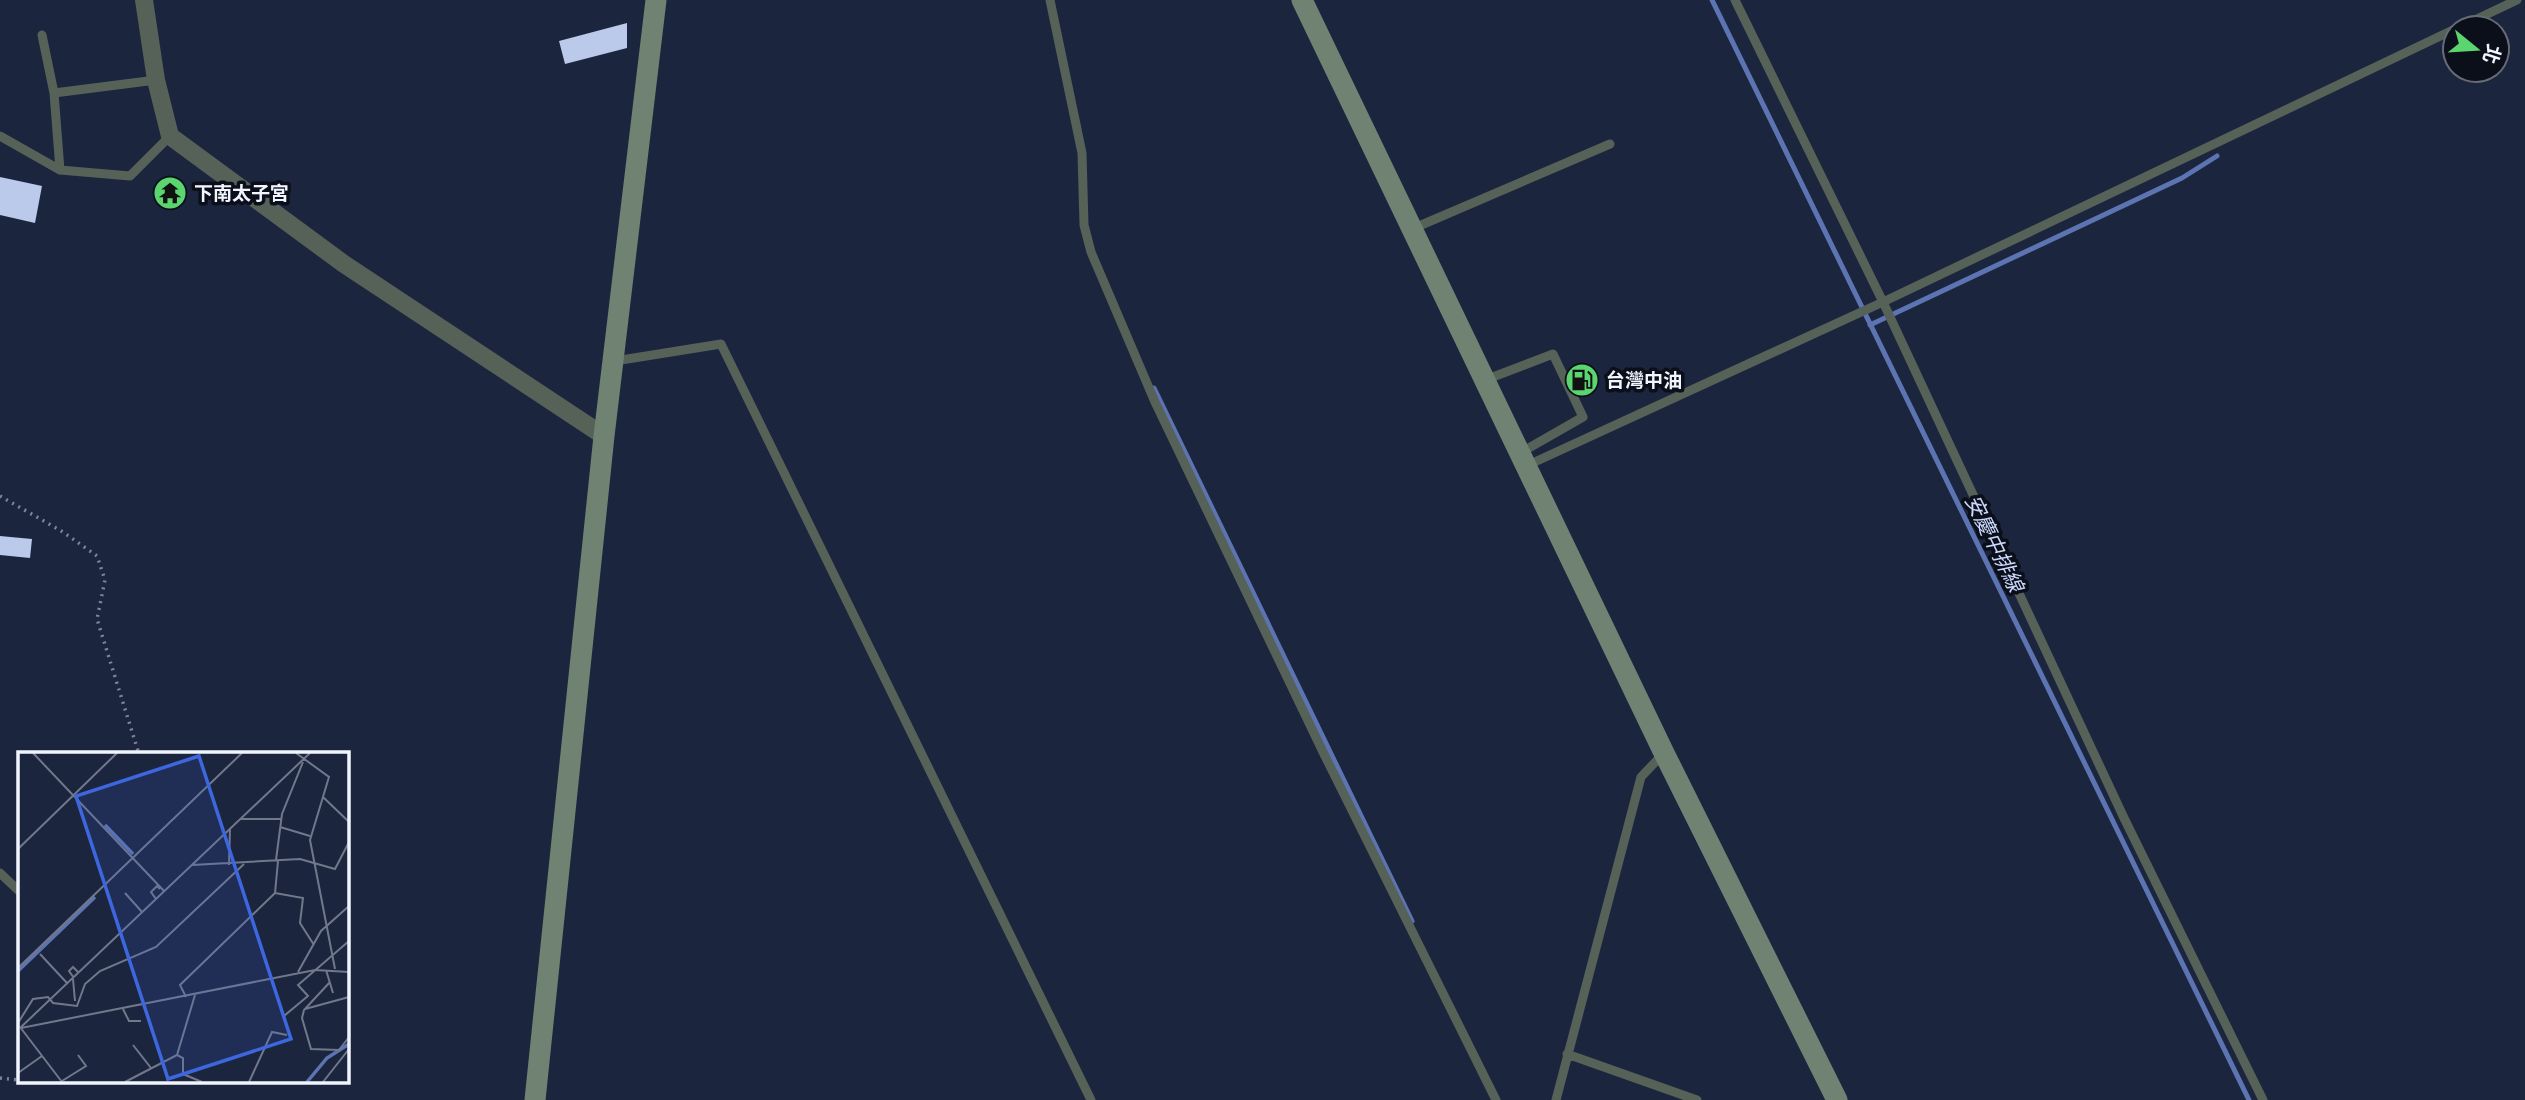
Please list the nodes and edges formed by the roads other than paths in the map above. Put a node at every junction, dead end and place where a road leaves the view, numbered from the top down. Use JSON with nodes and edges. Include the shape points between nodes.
{"nodes":[{"id":1,"x":144,"y":0,"type":"edge"},
{"id":2,"x":656,"y":0,"type":"edge"},
{"id":3,"x":1051,"y":0,"type":"edge"},
{"id":4,"x":1302,"y":0,"type":"edge"},
{"id":5,"x":1735,"y":0,"type":"edge"},
{"id":6,"x":2517,"y":0,"type":"edge"},
{"id":7,"x":2488,"y":14,"type":"edge"},
{"id":8,"x":42,"y":35,"type":"dead end"},
{"id":9,"x":2441,"y":37,"type":"edge"},
{"id":10,"x":156,"y":80,"type":"junction"},
{"id":11,"x":54,"y":93,"type":"junction"},
{"id":12,"x":0,"y":136,"type":"edge"},
{"id":13,"x":170,"y":136,"type":"junction"},
{"id":14,"x":1610,"y":144,"type":"dead end"},
{"id":15,"x":60,"y":170,"type":"junction"},
{"id":16,"x":1412,"y":229,"type":"junction"},
{"id":17,"x":1883,"y":302,"type":"junction"},
{"id":18,"x":615,"y":361,"type":"junction"},
{"id":19,"x":1485,"y":380,"type":"junction"},
{"id":20,"x":604,"y":436,"type":"junction"},
{"id":21,"x":1523,"y":459,"type":"junction"},
{"id":22,"x":1664,"y":752,"type":"junction"},
{"id":23,"x":0,"y":873,"type":"edge"},
{"id":24,"x":18,"y":890,"type":"edge"},
{"id":25,"x":1567,"y":1054,"type":"junction"},
{"id":26,"x":535,"y":1100,"type":"edge"},
{"id":27,"x":1091,"y":1100,"type":"edge"},
{"id":28,"x":1496,"y":1100,"type":"edge"},
{"id":29,"x":1556,"y":1100,"type":"edge"},
{"id":30,"x":1697,"y":1100,"type":"edge"},
{"id":31,"x":1837,"y":1100,"type":"edge"},
{"id":32,"x":2263,"y":1100,"type":"edge"}],
"edges":[{"from":1,"to":10,"type":"street"},
{"from":2,"to":18,"type":"main road"},
{"from":3,"to":28,"type":"lane","via":[[1082,153],[1084,225],[1091,252],[1155,402]]},
{"from":4,"to":16,"type":"main road"},
{"from":5,"to":17,"type":"lane"},
{"from":6,"to":7,"type":"lane"},
{"from":8,"to":11,"type":"lane"},
{"from":9,"to":17,"type":"lane"},
{"from":10,"to":11,"type":"lane"},
{"from":10,"to":13,"type":"street"},
{"from":11,"to":15,"type":"lane"},
{"from":12,"to":15,"type":"lane"},
{"from":13,"to":15,"type":"lane","via":[[130,176]]},
{"from":13,"to":20,"type":"street","via":[[344,264]]},
{"from":14,"to":16,"type":"lane"},
{"from":16,"to":19,"type":"main road"},
{"from":17,"to":21,"type":"lane"},
{"from":17,"to":32,"type":"lane","via":[[2124,818]]},
{"from":18,"to":20,"type":"main road"},
{"from":18,"to":27,"type":"lane","via":[[721,344]]},
{"from":19,"to":21,"type":"main road"},
{"from":19,"to":21,"type":"lane","via":[[1553,354],[1583,417]]},
{"from":20,"to":26,"type":"main road"},
{"from":21,"to":22,"type":"main road"},
{"from":22,"to":25,"type":"lane","via":[[1640,778]]},
{"from":22,"to":31,"type":"main road"},
{"from":23,"to":24,"type":"lane"},
{"from":25,"to":29,"type":"lane"},
{"from":25,"to":30,"type":"lane"}]}
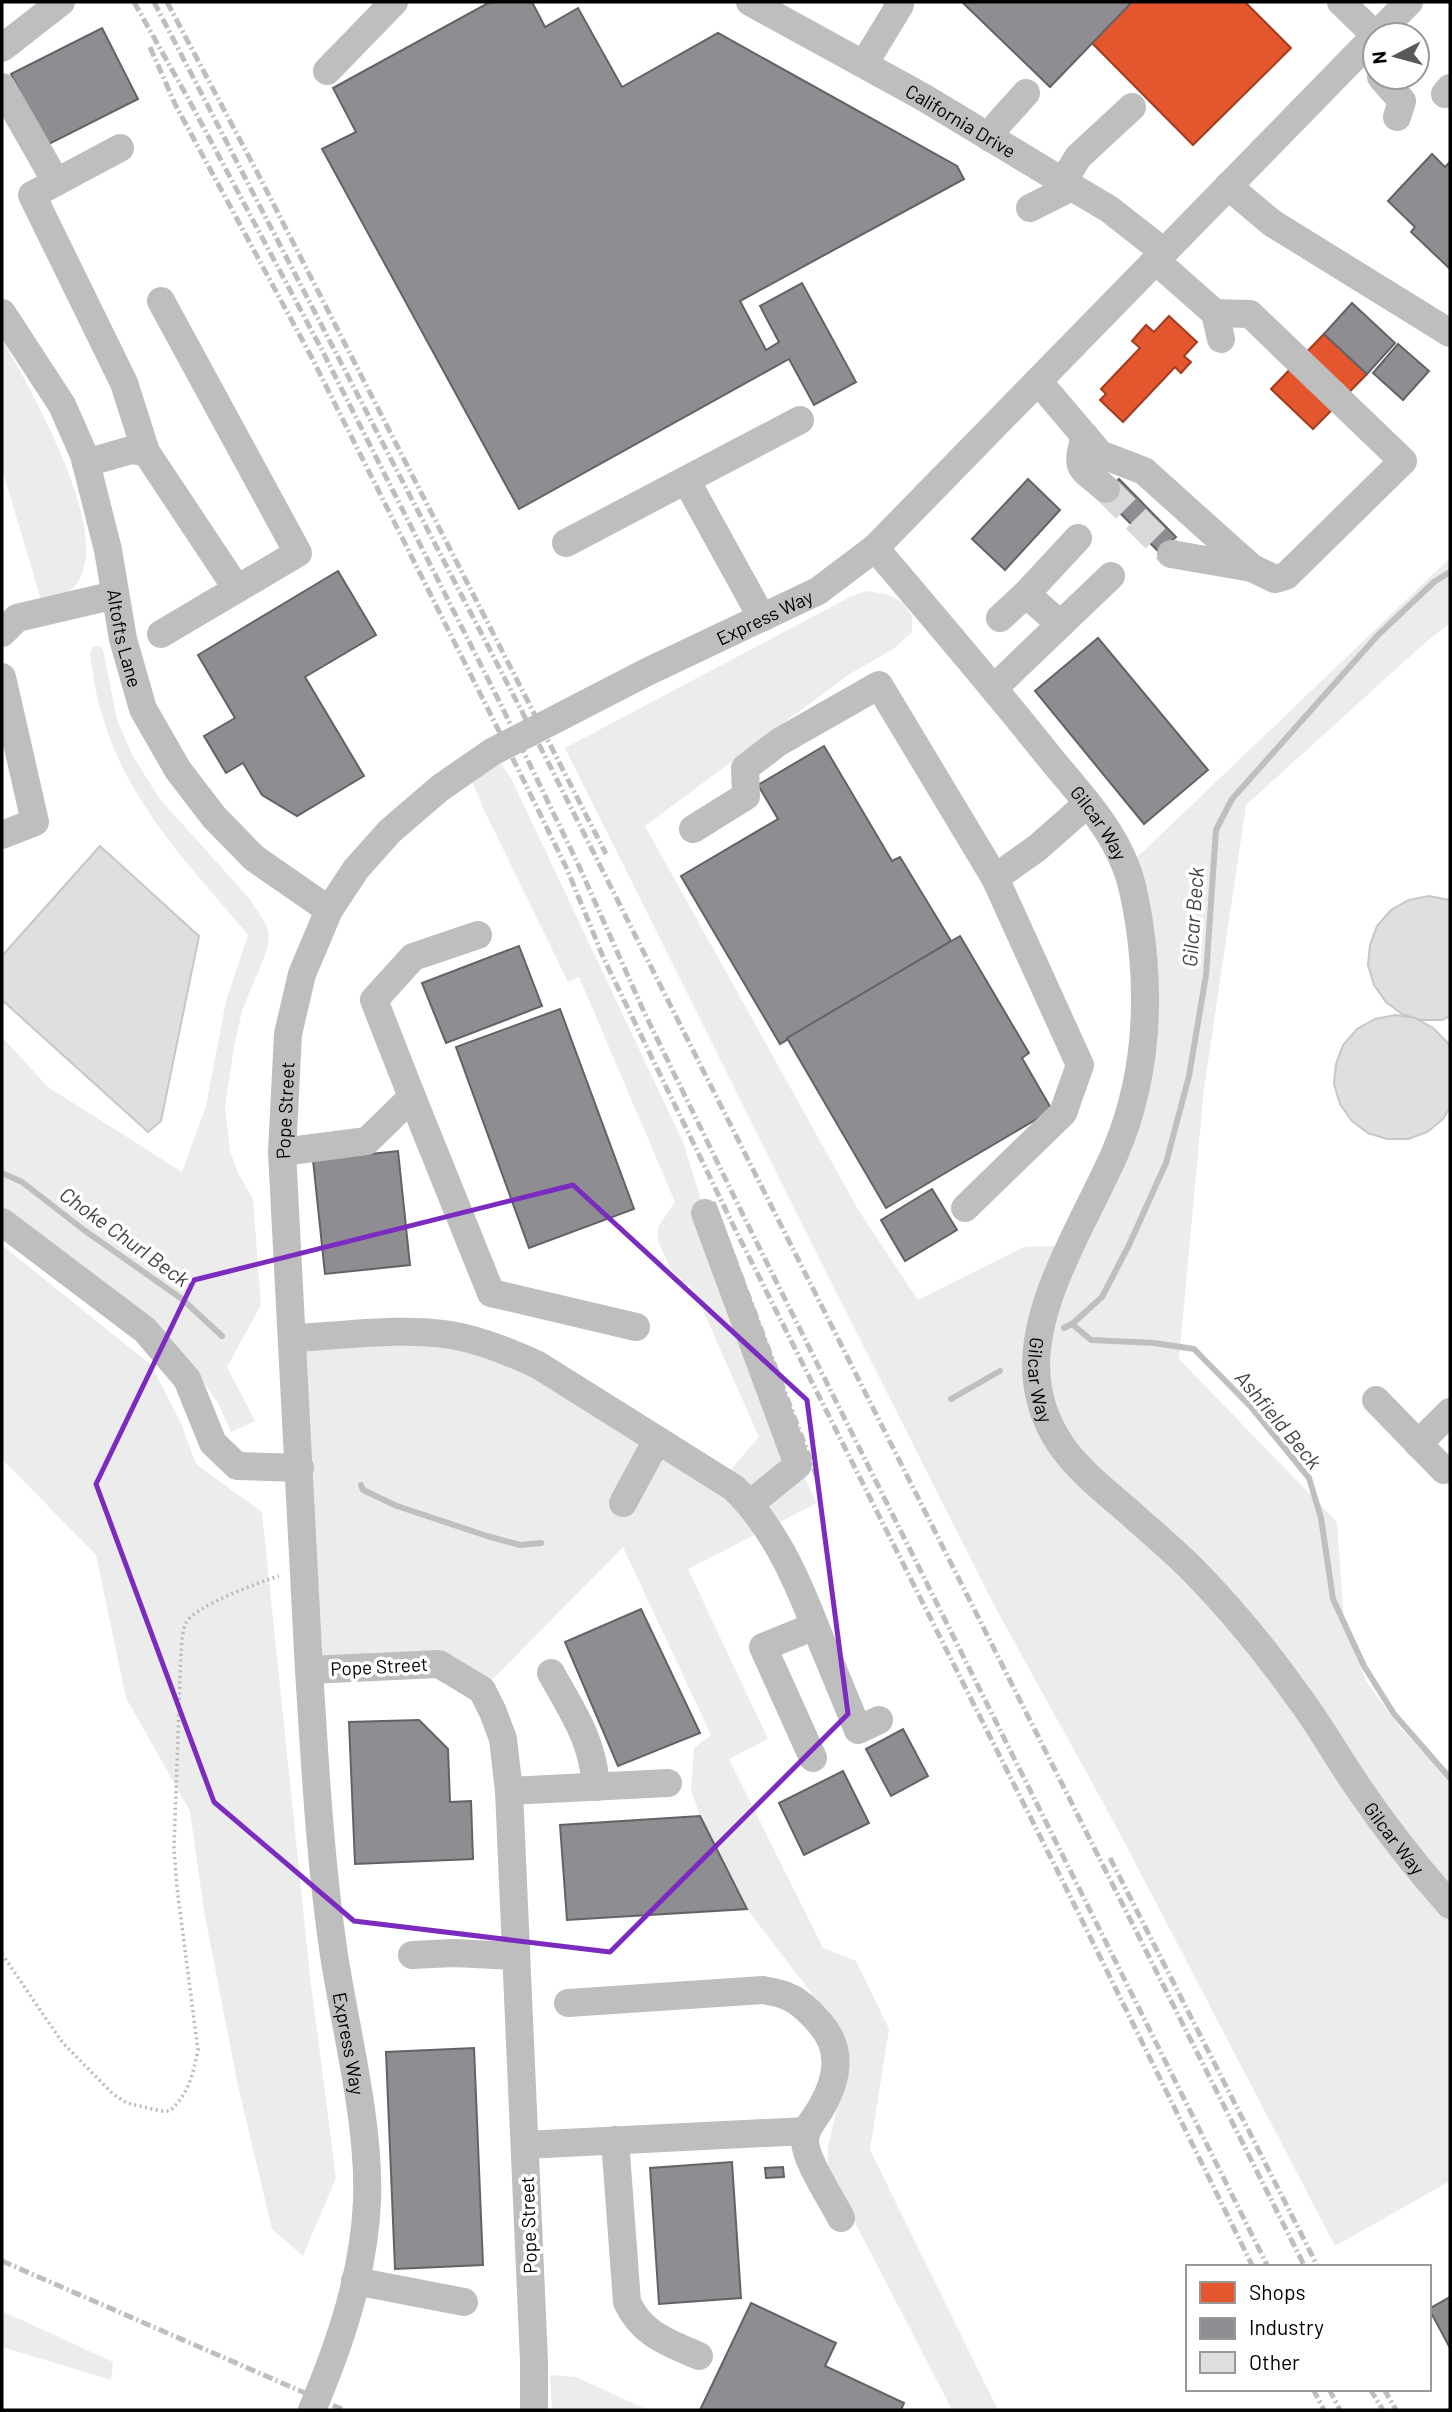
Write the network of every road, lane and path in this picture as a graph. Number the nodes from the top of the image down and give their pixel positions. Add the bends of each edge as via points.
1 (61, 2) edge
2 (394, 2) edge
3 (750, 2) edge
4 (897, 2) edge
5 (1341, 2) edge
6 (1409, 2) edge
7 (1393, 21) edge
8 (1361, 30) edge
9 (2, 48) edge
10 (1361, 57) edge
11 (864, 64) junction
12 (327, 71) dead end
13 (2, 87) edge
14 (1393, 91) edge
15 (1026, 93) dead end
16 (1132, 107) dead end
17 (1397, 117) dead end
18 (990, 138) junction
19 (120, 148) dead end
20 (56, 182) junction
21 (1068, 184) junction
22 (1228, 186) junction
23 (1030, 208) dead end
24 (1160, 256) junction
25 (161, 301) dead end
26 (2, 313) edge
27 (1450, 333) edge
28 (1038, 382) junction
29 (800, 420) dead end
30 (1085, 436) junction
31 (146, 452) junction
32 (86, 463) junction
33 (686, 480) junction
34 (1106, 489) tunnel mouth
35 (1078, 538) dead end
36 (566, 543) dead end
37 (875, 548) junction
38 (1171, 554) tunnel mouth
39 (1252, 568) junction
40 (1111, 576) dead end
41 (237, 589) junction
42 (1026, 594) junction
43 (115, 595) junction
44 (762, 618) junction
45 (1000, 618) dead end
46 (1060, 624) junction
47 (2, 634) edge
48 (160, 634) dead end
49 (2, 677) edge
50 (993, 688) junction
51 (1087, 804) junction
52 (693, 829) dead end
53 (2, 835) edge
54 (995, 878) junction
55 (329, 911) junction
56 (478, 935) dead end
57 (411, 1097) junction
58 (282, 1152) junction
59 (965, 1208) dead end
60 (2, 1222) edge
61 (702, 1227) dead end
62 (636, 1327) dead end
63 (293, 1338) junction
64 (1376, 1400) dead end
65 (1450, 1412) edge
66 (657, 1440) junction
67 (1418, 1444) junction
68 (299, 1468) junction
69 (1444, 1470) dead end
70 (623, 1503) dead end
71 (750, 1504) junction
72 (304, 1569) junction
73 (815, 1626) junction
74 (309, 1670) junction
75 (551, 1673) dead end
76 (879, 1720) dead end
77 (813, 1758) dead end
78 (668, 1783) dead end
79 (596, 1787) junction
80 (509, 1791) junction
81 (1450, 1905) edge
82 (2, 1954) edge
83 (412, 1955) dead end
84 (516, 1956) junction
85 (568, 2003) dead end
86 (806, 2131) junction
87 (615, 2140) junction
88 (525, 2145) junction
89 (841, 2218) dead end
90 (355, 2281) junction
91 (464, 2302) dead end
92 (699, 2356) dead end
93 (312, 2410) edge
94 (534, 2410) edge

1 - 9 street
2 - 12 street
3 - 11 street, California Drive
4 - 11 street via 900,5
5 - 8 street
6 - 7 street
10 - 22 street
11 - 18 street, California Drive
13 - 20 street
14 - 17 street via 1402,101
15 - 18 street
16 - 21 street via 1078,157
18 - 21 street, California Drive
19 - 20 street
20 - 31 street via 32,195 124,383
21 - 23 street
21 - 24 street, California Drive via 1109,209
22 - 24 street
22 - 27 street via 1272,223
24 - 28 street, Express Way
24 - 39 street, California Drive via 1218,326 1250,314 1403,461 1286,576 1275,579
25 - 41 street via 298,553
26 - 32 street, Altofts Lane via 62,405
28 - 30 street
28 - 37 street, Express Way
29 - 33 street
30 - 34 street via 1080,466
30 - 39 street via 1100,454 1144,471
31 - 32 street via 131,450
31 - 41 street
32 - 43 street, Altofts Lane
33 - 36 street
33 - 44 street
35 - 42 street
37 - 44 street, Express Way via 818,591
37 - 50 street, Gilcar Way
38 - 39 street
40 - 46 street
41 - 48 street
42 - 45 street
42 - 46 street
43 - 47 street via 17,618
43 - 55 street, Altofts Lane via 143,709 178,770 254,858
44 - 55 street, Express Way via 492,752 390,831 356,869
46 - 50 street
49 - 53 street via 34,822
50 - 51 street, Gilcar Way
51 - 54 street
51 - 81 street, Gilcar Way via 1127,867 1146,986 1145,1027 1132,1109 1044,1309 1036,1356 1043,1409 1074,1463 1192,1569 1264,1650 1387,1830
52 - 54 street via 746,796 745,768 779,741 879,685
54 - 59 street via 1080,1065 1063,1113
55 - 58 street, Pope Street via 302,974 288,1034
56 - 57 street via 413,957 374,1000
57 - 58 street via 366,1141
57 - 62 street via 491,1293
58 - 63 street, Pope Street
60 - 68 street via 145,1330 187,1379 213,1443 237,1466
61 - 71 street via 798,1465
63 - 66 street via 413,1332 484,1343 538,1365
63 - 68 street, Pope Street
64 - 67 street
65 - 67 street
66 - 70 street
66 - 71 street via 734,1488
67 - 69 street
68 - 72 street, Pope Street
71 - 73 street via 775,1538
72 - 74 street, Pope Street
72 - 82 path via 218,1601 186,1623 181,1651 174,1849 198,2049 183,2099 170,2111 160,2111 127,2103 113,2094 62,2042
73 - 76 street via 858,1731
73 - 77 street via 763,1647
74 - 80 street, Pope Street via 439,1664 482,1690 503,1739
74 - 90 street, Express Way via 332,1940 365,2151 367,2202
75 - 79 street via 585,1735
78 - 79 street
79 - 80 street
80 - 84 street, Pope Street
83 - 84 street
84 - 88 street, Pope Street
85 - 86 street via 763,1990 783,1993 820,2023 838,2060 822,2107
86 - 87 street
86 - 89 street via 808,2156
87 - 88 street
87 - 92 street via 627,2302 640,2324 656,2337
88 - 94 street, Pope Street
90 - 91 street
90 - 93 street, Express Way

-------------------------

Looking at the data above, count every line holding the word "California" and state only the count.

5